Wherever a line below holds the word "highway", copy that line.

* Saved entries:
▬▬▬

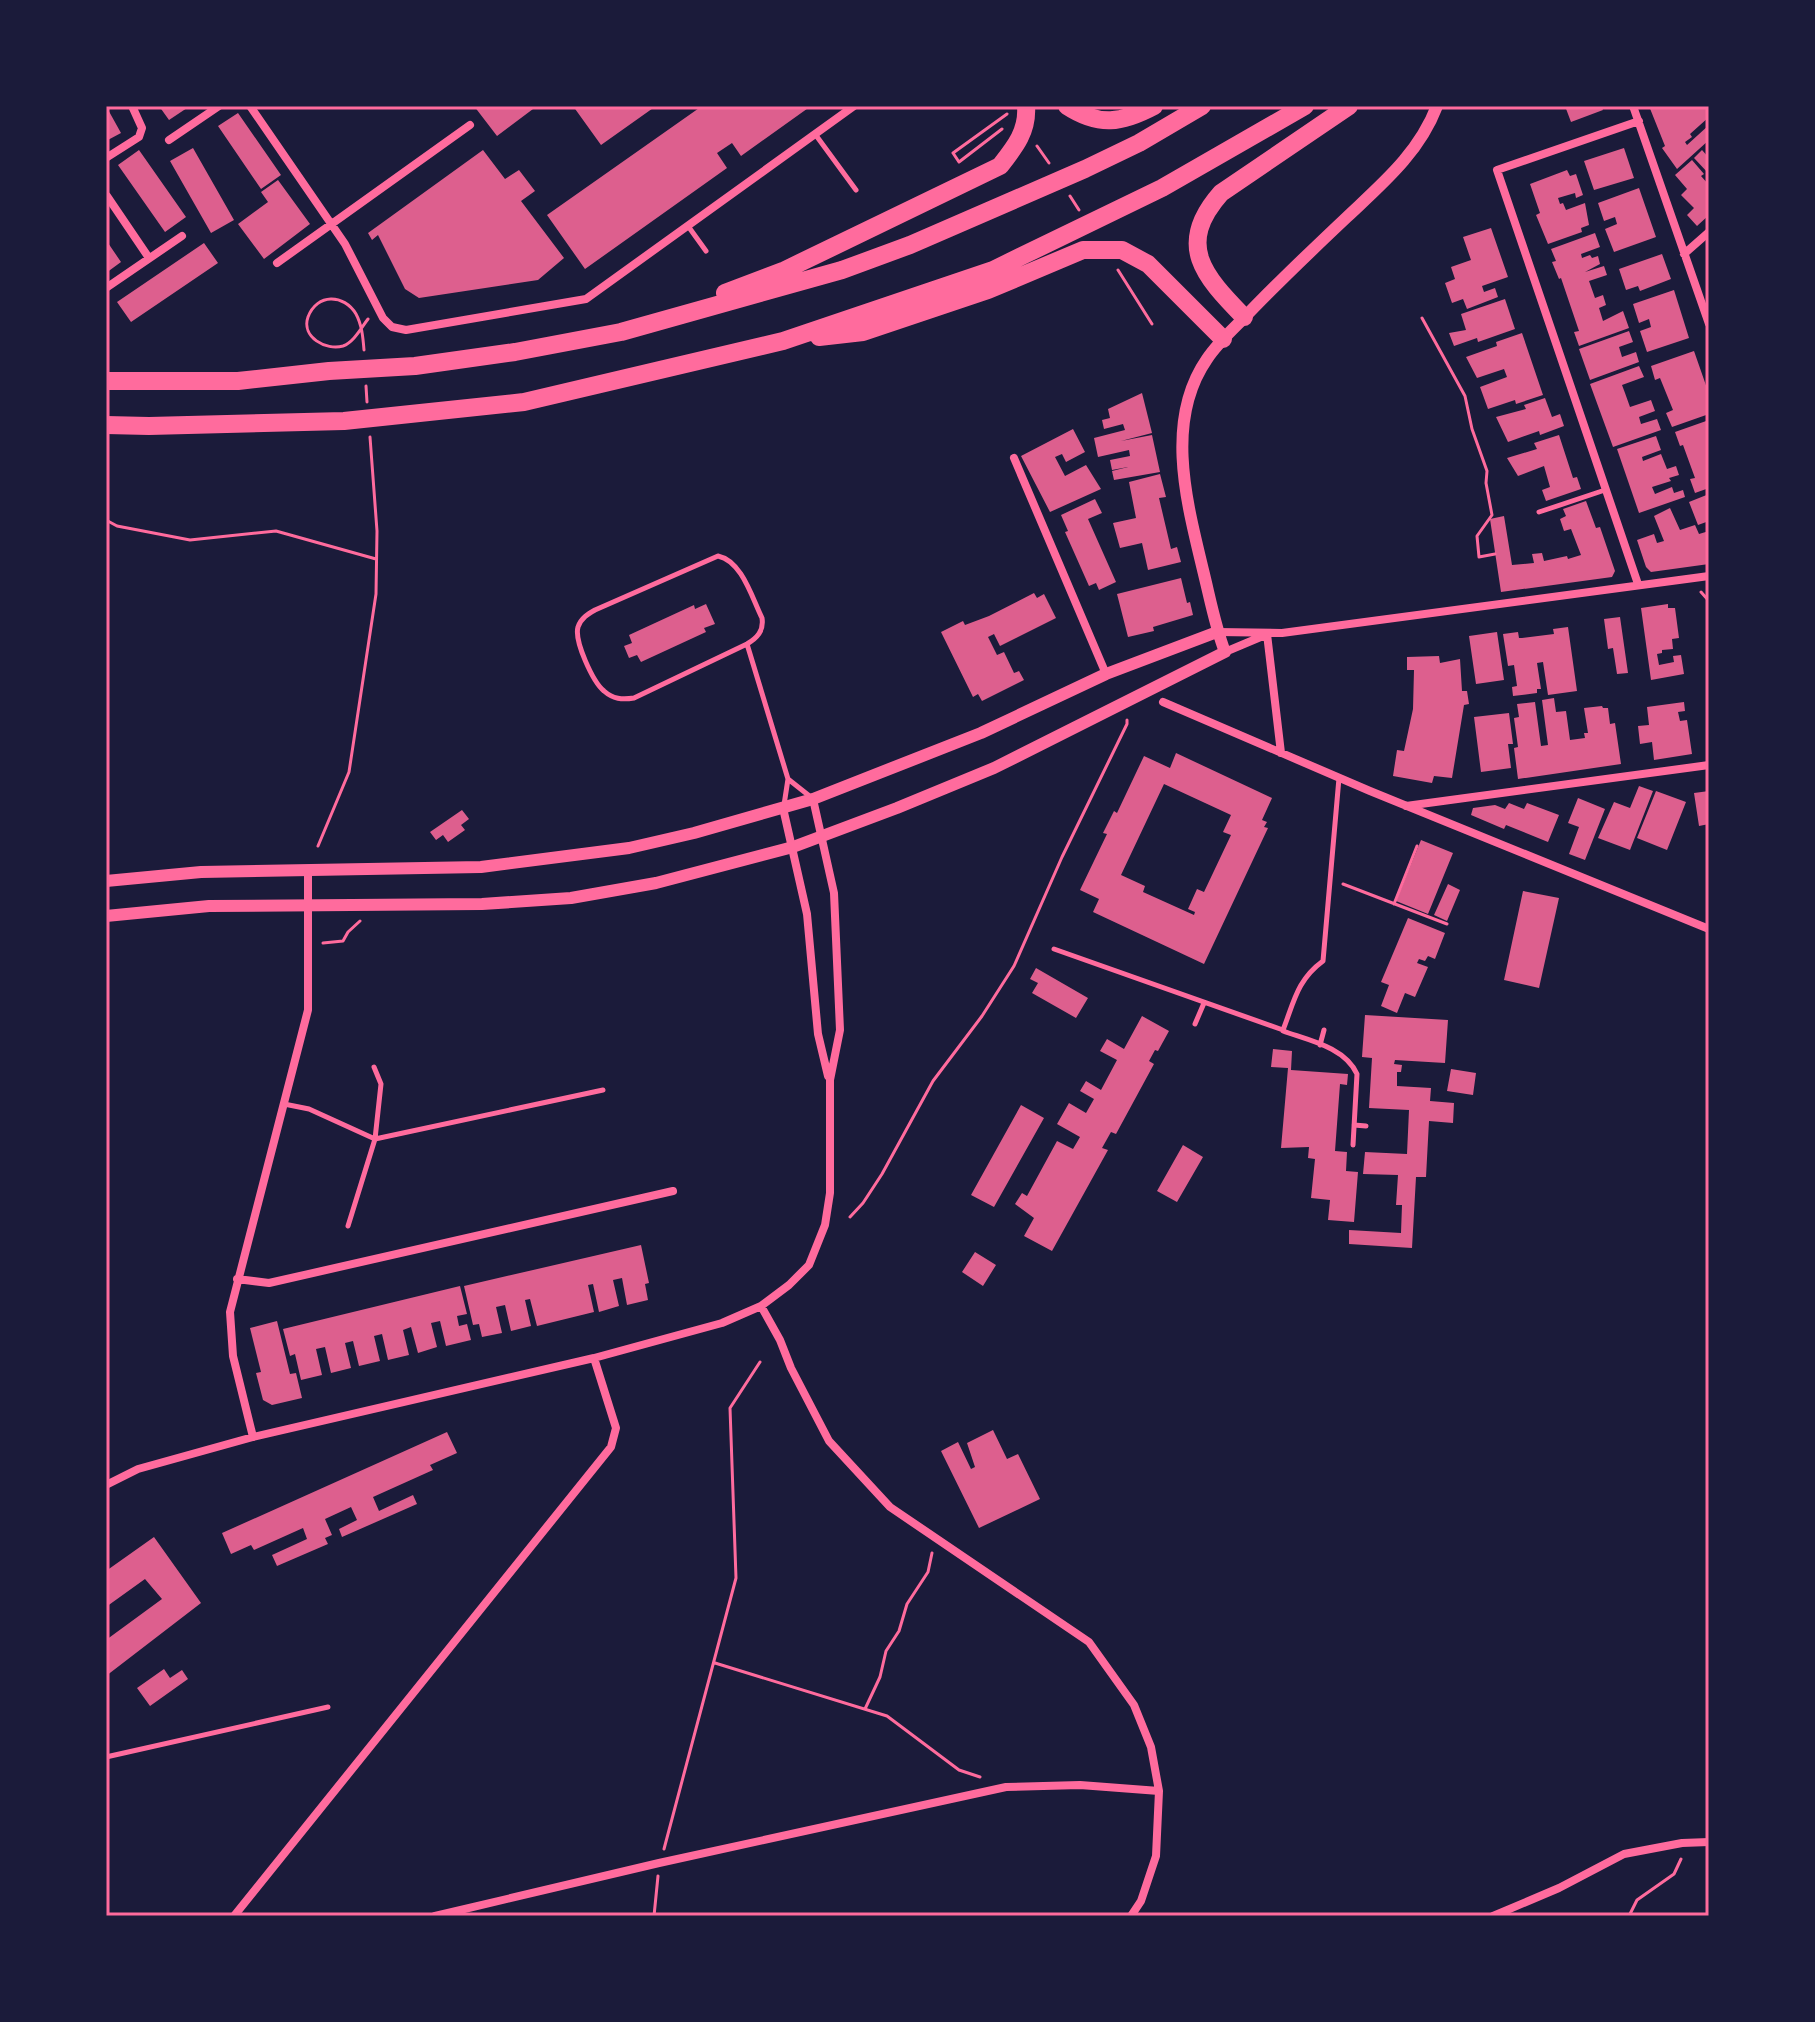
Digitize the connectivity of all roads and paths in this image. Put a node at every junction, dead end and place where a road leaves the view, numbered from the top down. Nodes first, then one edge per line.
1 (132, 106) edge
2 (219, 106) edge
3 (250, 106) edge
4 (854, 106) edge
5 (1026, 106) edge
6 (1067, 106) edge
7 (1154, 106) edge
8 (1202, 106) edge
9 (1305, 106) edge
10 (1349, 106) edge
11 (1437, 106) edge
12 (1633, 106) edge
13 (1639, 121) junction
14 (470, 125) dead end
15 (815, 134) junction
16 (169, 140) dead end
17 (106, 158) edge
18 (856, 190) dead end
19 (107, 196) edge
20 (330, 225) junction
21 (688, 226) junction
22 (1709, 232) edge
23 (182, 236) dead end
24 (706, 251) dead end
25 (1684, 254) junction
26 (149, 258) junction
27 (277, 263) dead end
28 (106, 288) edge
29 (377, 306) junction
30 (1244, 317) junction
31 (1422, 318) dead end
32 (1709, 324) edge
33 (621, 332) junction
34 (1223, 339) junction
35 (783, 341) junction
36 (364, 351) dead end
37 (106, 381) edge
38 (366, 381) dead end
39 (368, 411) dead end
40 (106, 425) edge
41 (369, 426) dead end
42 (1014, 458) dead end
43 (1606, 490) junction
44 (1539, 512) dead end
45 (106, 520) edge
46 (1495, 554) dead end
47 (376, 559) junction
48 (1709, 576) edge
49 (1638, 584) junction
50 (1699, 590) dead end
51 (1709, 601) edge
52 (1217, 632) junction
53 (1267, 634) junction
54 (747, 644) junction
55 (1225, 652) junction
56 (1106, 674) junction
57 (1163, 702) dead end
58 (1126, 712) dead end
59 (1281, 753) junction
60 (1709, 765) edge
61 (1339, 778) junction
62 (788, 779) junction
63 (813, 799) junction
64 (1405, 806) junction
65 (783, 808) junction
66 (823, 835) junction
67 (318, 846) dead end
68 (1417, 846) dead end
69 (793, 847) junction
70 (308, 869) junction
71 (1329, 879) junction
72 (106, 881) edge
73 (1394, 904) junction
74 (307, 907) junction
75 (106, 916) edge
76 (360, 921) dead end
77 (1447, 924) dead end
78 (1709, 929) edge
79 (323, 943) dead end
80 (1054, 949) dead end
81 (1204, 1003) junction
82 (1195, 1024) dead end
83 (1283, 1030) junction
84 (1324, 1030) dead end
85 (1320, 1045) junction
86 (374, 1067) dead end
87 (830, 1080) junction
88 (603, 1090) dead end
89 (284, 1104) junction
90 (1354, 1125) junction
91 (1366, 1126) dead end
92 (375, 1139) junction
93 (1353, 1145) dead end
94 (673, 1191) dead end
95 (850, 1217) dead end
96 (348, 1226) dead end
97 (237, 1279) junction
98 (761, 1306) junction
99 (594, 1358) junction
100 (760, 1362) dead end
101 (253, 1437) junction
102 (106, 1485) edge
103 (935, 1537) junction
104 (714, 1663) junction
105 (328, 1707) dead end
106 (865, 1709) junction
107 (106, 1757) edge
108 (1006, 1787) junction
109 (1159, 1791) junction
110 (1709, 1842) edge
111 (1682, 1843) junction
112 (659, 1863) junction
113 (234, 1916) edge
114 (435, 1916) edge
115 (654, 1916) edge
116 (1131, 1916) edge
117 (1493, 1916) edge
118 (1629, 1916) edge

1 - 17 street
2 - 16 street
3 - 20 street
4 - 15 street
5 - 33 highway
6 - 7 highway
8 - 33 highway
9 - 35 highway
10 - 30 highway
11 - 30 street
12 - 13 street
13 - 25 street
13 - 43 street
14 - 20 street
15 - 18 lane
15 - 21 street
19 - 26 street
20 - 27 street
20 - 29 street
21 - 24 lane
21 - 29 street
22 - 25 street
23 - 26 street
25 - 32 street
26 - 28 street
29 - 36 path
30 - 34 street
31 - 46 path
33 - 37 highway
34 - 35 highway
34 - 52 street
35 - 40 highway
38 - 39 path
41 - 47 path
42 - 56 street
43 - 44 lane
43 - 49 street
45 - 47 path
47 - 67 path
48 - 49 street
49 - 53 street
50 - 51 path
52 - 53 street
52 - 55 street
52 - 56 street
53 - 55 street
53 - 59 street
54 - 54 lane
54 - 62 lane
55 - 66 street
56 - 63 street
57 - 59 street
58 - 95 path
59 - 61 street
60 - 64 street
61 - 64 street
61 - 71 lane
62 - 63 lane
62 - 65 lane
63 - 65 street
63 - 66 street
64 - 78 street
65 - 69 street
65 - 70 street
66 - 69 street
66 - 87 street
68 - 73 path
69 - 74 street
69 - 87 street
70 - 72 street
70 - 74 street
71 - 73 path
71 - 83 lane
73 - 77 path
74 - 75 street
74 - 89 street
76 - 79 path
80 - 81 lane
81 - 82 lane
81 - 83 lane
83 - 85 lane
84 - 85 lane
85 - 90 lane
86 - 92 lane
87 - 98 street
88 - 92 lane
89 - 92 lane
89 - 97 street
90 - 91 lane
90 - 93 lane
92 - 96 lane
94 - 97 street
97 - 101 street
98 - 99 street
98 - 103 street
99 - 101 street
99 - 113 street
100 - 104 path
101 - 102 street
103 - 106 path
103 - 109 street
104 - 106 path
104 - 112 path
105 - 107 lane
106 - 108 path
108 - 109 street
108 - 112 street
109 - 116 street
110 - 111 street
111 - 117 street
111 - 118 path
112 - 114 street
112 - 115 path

▬▬▬

* Answer space:
5 - 33 highway
6 - 7 highway
8 - 33 highway
9 - 35 highway
10 - 30 highway
33 - 37 highway
34 - 35 highway
35 - 40 highway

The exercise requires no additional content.